Clara Zetkin (5 July 1857 – 20 June 1933) was a German Marxist theorist, communist activist, and advocate for women's rights. Originally a member of the Social Democratic Party (SDP) until World War I, she later joined the Independent Social Democratic Party (USDP), the Spartacus League, and the Communist Party of Germany (KPD). She represented the Communist Party of Germany in the Reichstag between 1920 and 1933, when the rise of the Nazi Party forced her into exile in the Soviet Union.


  • The woman of the proletariat has achieved her economic independence but neither as a person nor as a woman or wife does she have the possibility of living a full life as an individual. For her work as wife and mother she gets only the crumbs that are dropped from the table by capitalist production.

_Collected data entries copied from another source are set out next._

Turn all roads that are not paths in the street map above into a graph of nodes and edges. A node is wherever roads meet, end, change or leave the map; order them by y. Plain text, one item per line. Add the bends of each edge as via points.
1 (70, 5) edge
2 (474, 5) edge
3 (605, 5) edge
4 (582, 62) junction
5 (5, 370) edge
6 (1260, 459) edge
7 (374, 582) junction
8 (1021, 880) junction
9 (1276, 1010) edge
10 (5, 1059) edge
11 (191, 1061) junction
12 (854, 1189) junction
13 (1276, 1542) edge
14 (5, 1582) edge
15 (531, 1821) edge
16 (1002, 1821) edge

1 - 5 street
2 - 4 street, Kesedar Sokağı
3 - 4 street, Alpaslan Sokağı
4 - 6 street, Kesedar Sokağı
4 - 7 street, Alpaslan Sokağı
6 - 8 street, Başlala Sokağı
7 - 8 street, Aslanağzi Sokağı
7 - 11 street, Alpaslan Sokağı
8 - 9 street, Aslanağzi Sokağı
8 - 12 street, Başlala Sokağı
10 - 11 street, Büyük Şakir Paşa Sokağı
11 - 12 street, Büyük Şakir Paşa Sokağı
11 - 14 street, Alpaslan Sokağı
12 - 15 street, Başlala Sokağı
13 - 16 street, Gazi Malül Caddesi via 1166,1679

    Consequently, the liberation struggle of the proletarian woman cannot be – as it is for the bourgeois woman, a struggle against the men of their own class. She does not need to struggle, as against the men of her own class, to tear down the barriers erected to limit her free competition... The end goal of her struggle is not free competition with men, but bringing about the political rule of the proletariat. Hand in hand with the men of her own class, the proletarian woman fights against capitalist society.
  • Where there’s a will there’s a way. We have the will to world revolution, therefore we must find the way to reach the masses of the exploited and the enslaved women, whether the historical conditions make it easy or difficult.

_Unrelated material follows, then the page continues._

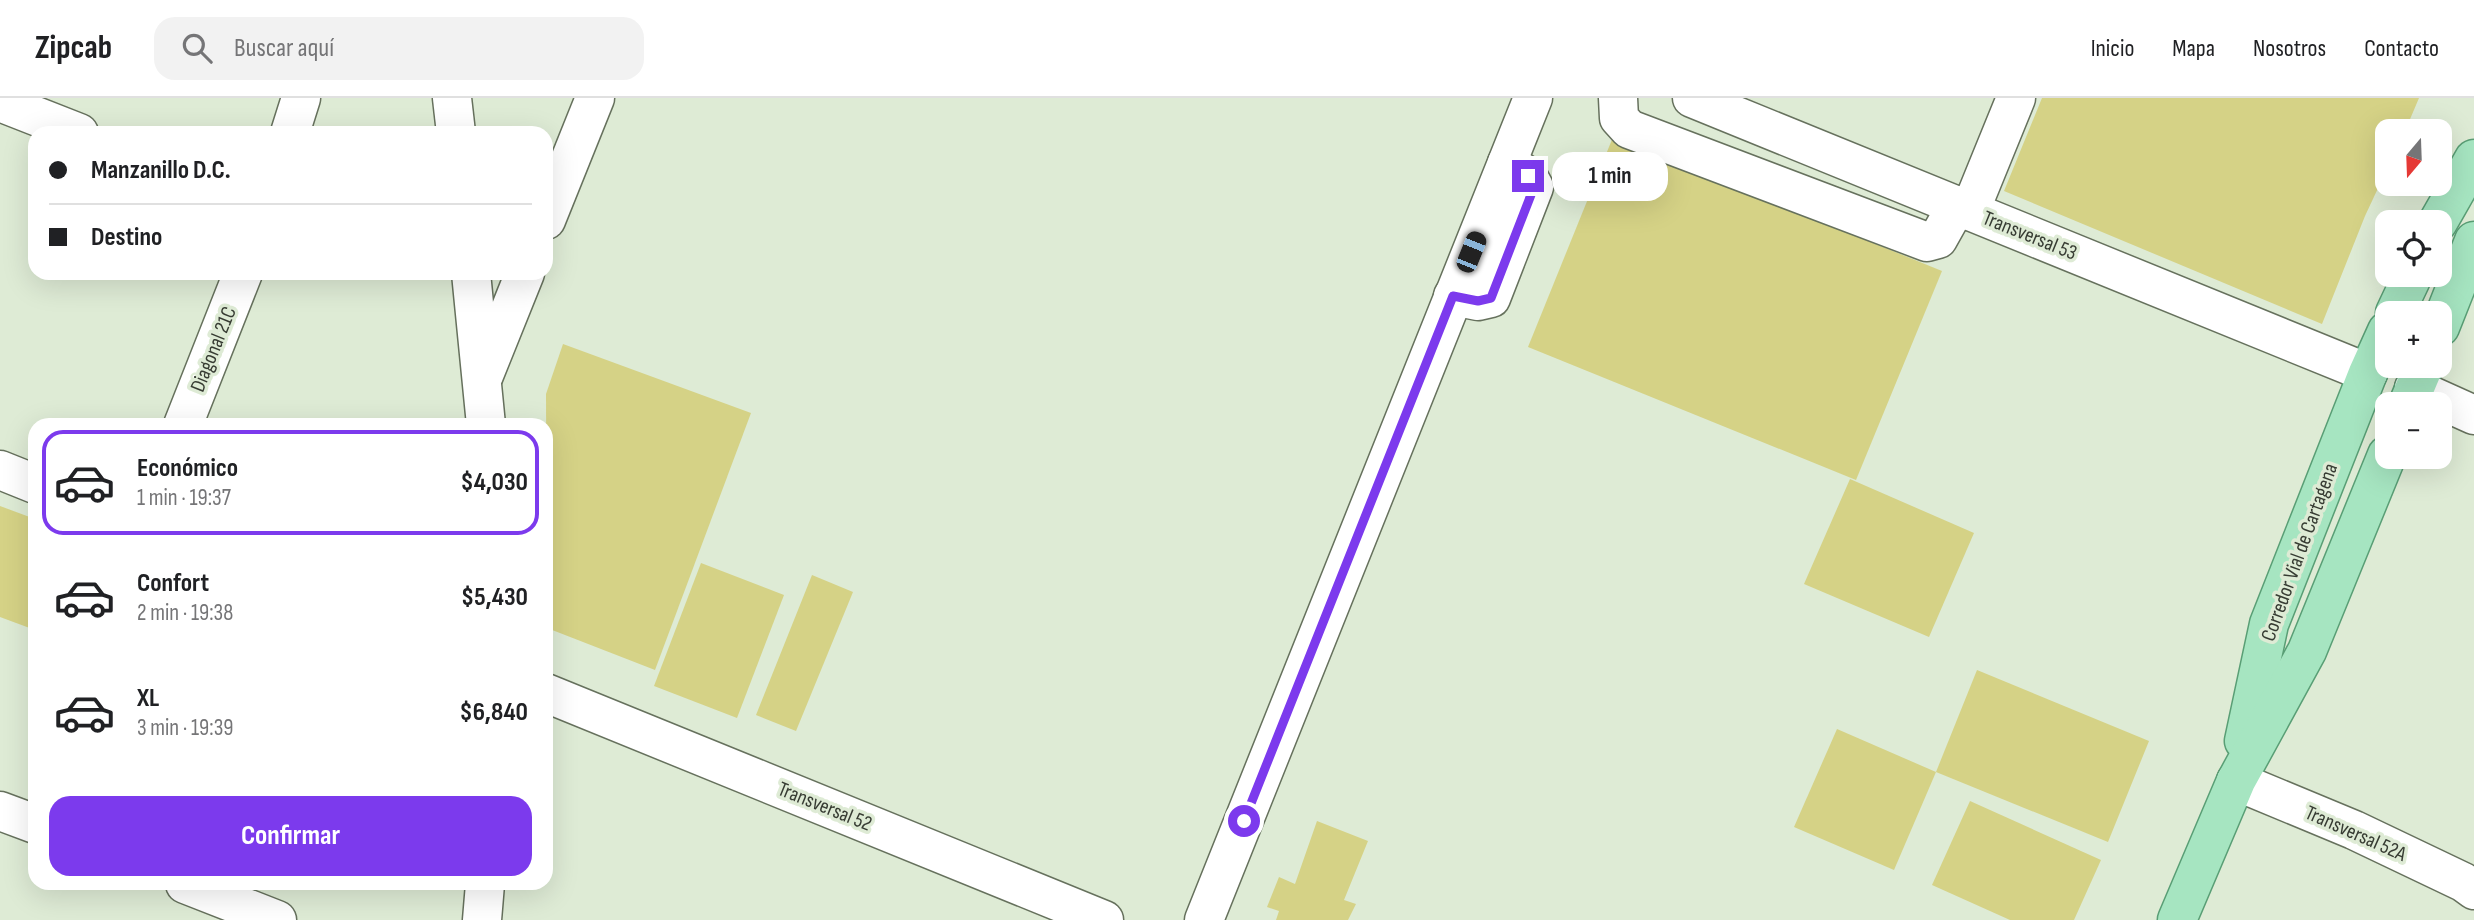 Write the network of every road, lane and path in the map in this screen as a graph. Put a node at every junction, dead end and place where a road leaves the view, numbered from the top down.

  • The liberation of the workers can only be the work of the working class itself, it can never accomplish this gigantic and terrible work of history, however, if it is torn in two halves by the sex distinction. As the men and women of the proletariat are united body and soul in their crushing life of misery, so must they also unite a burning hatred of capitalism with a more confident, more daring will to fight for the Revolution.
  • [About Rosa Luxemburg] With a will, determination, selflessness and devotion for which words are too weak, she consecrated her whole life and her whole being to Socialism. She gave herself completely to the cause of Socialism, not only in her tragic death, but throughout her whole life, daily and hourly, through the struggles of many years ... She was the sharp sword, the living flame of revolution.

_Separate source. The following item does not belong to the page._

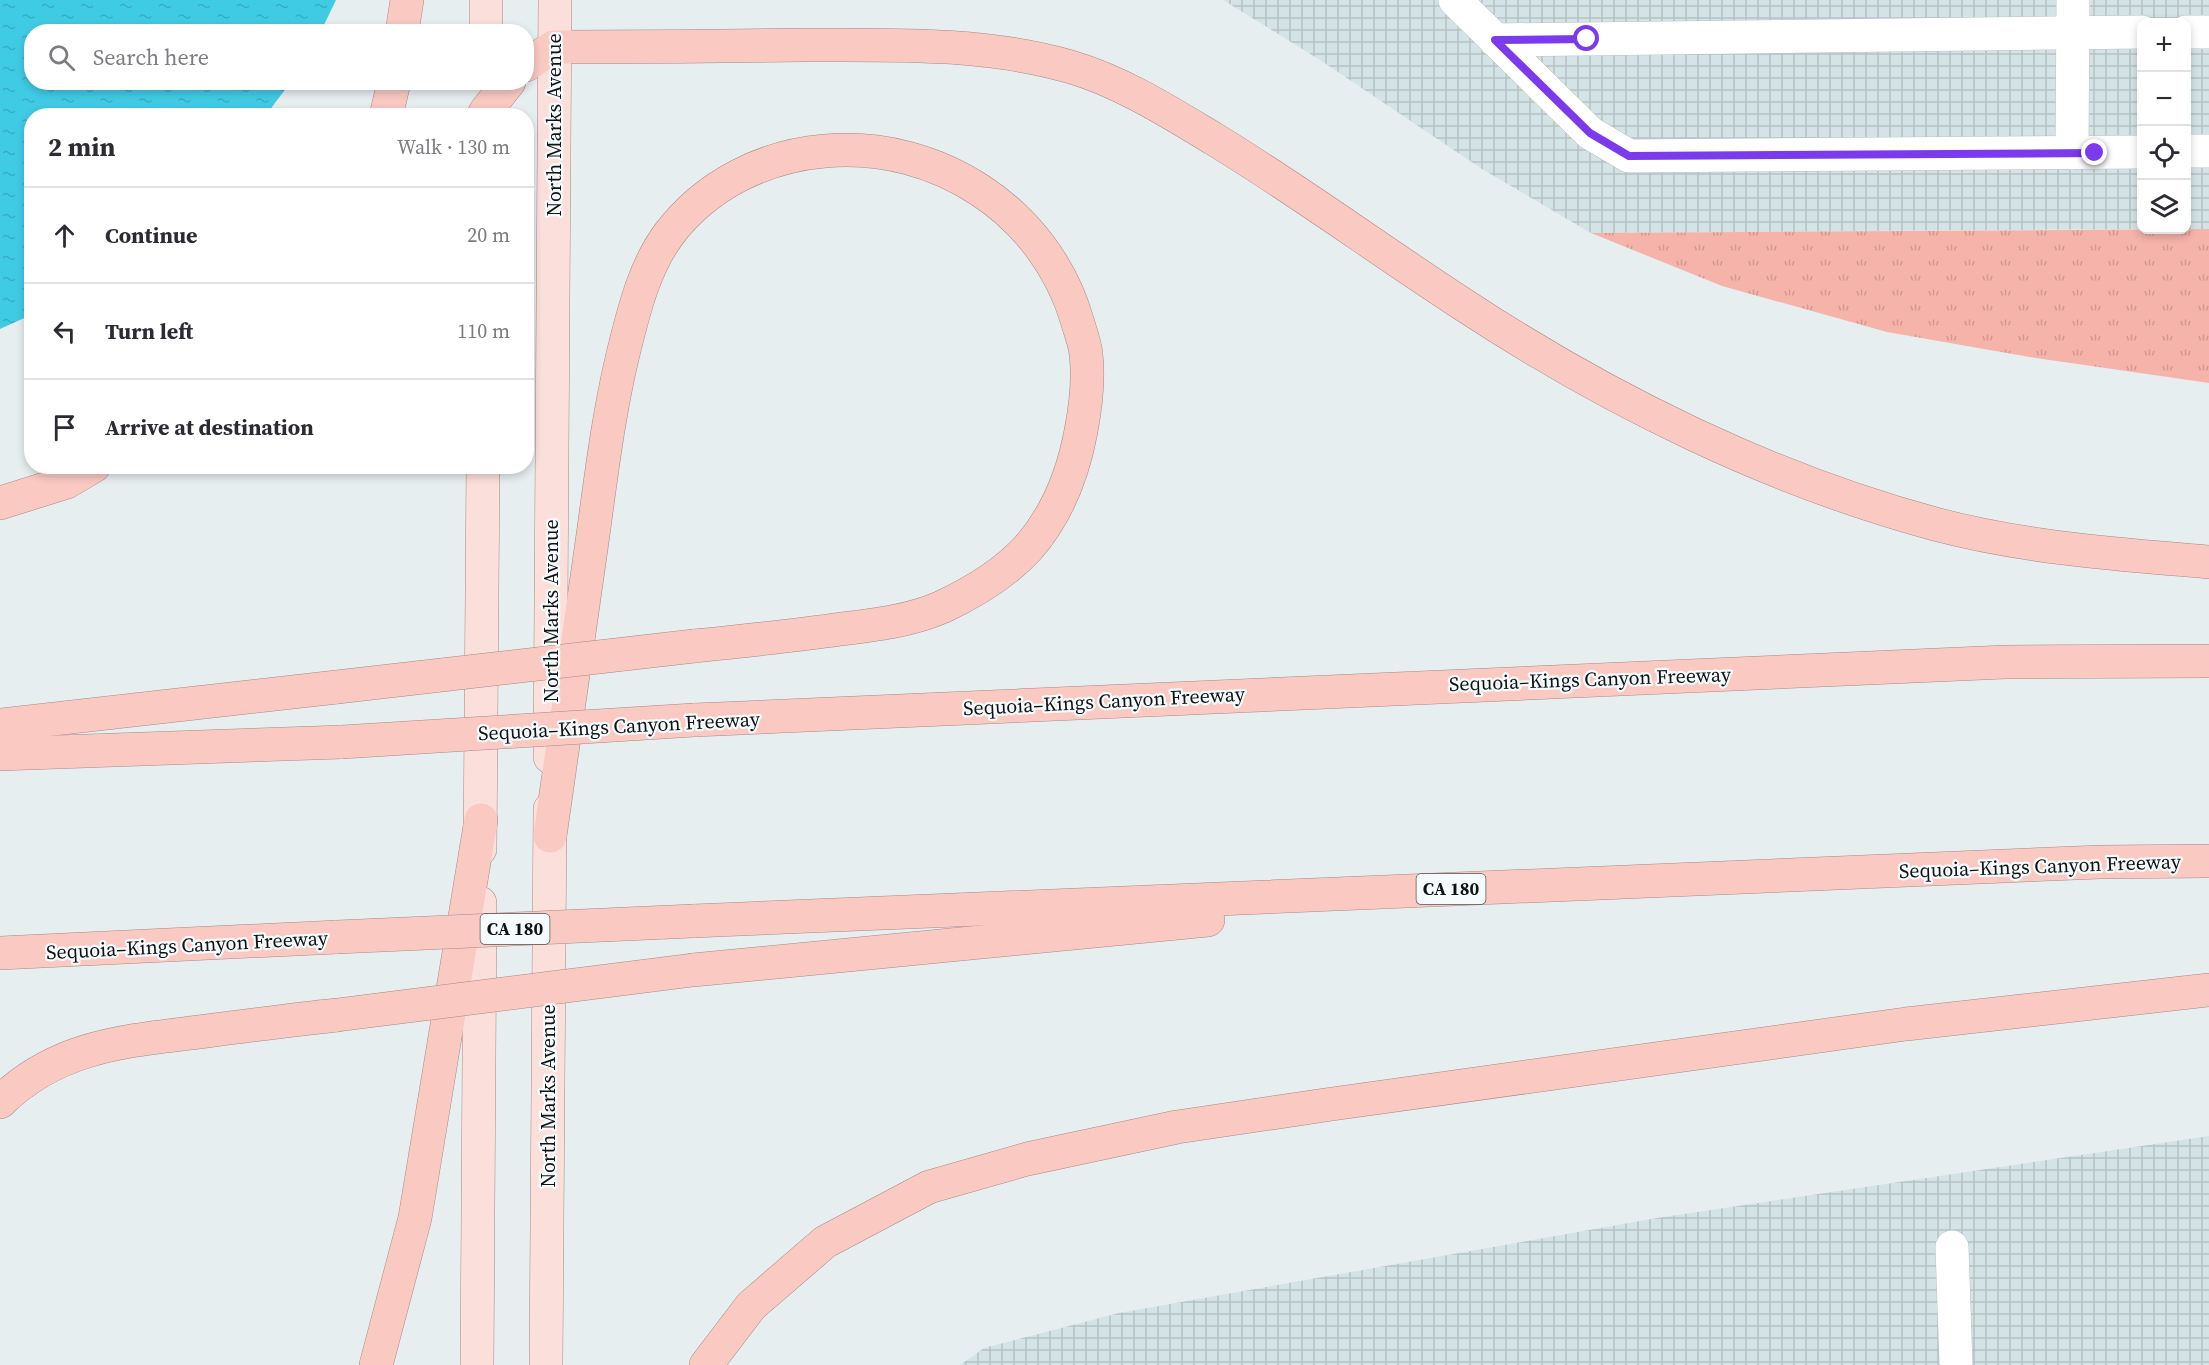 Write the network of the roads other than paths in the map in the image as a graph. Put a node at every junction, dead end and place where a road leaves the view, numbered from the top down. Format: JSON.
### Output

    • As quoted in Rosa Luxemburg, Ideas in Action (1972) by Paul Frölich, p. x
  • [About Rosa Luxemburg] Rarely was heard on her lips the phrase, “I cannot”; more frequently were heard the words, “I must.”
  • Healthy sport, swimming, racing, walking, bodily exercises of every kind, and many-sided intellectual interests. . . . that will give young people more than eternal theories and discussions about sexual problems and the so- called "living life to the full." Healthy bodies, healthy minds! . . . And I wouldn't bet on the reliability, the endurance in struggle of those women who confuse their personal romances with politics. . . . No, no! that does not square with the revolution.
    • "Lenin on the Woman Question," International Publishers, 1934, p. 12. Quoted in California Red: A Life in the American Communist Party by Dorothy Ray Healey and Maurice Isserman (1990)

Quotes about Clara Zetkin[edit]

  • Clara had been so affected by the failure of the German Social Democracy, to which she had dedicated the best years of her life, that I felt she would never recover from the shock.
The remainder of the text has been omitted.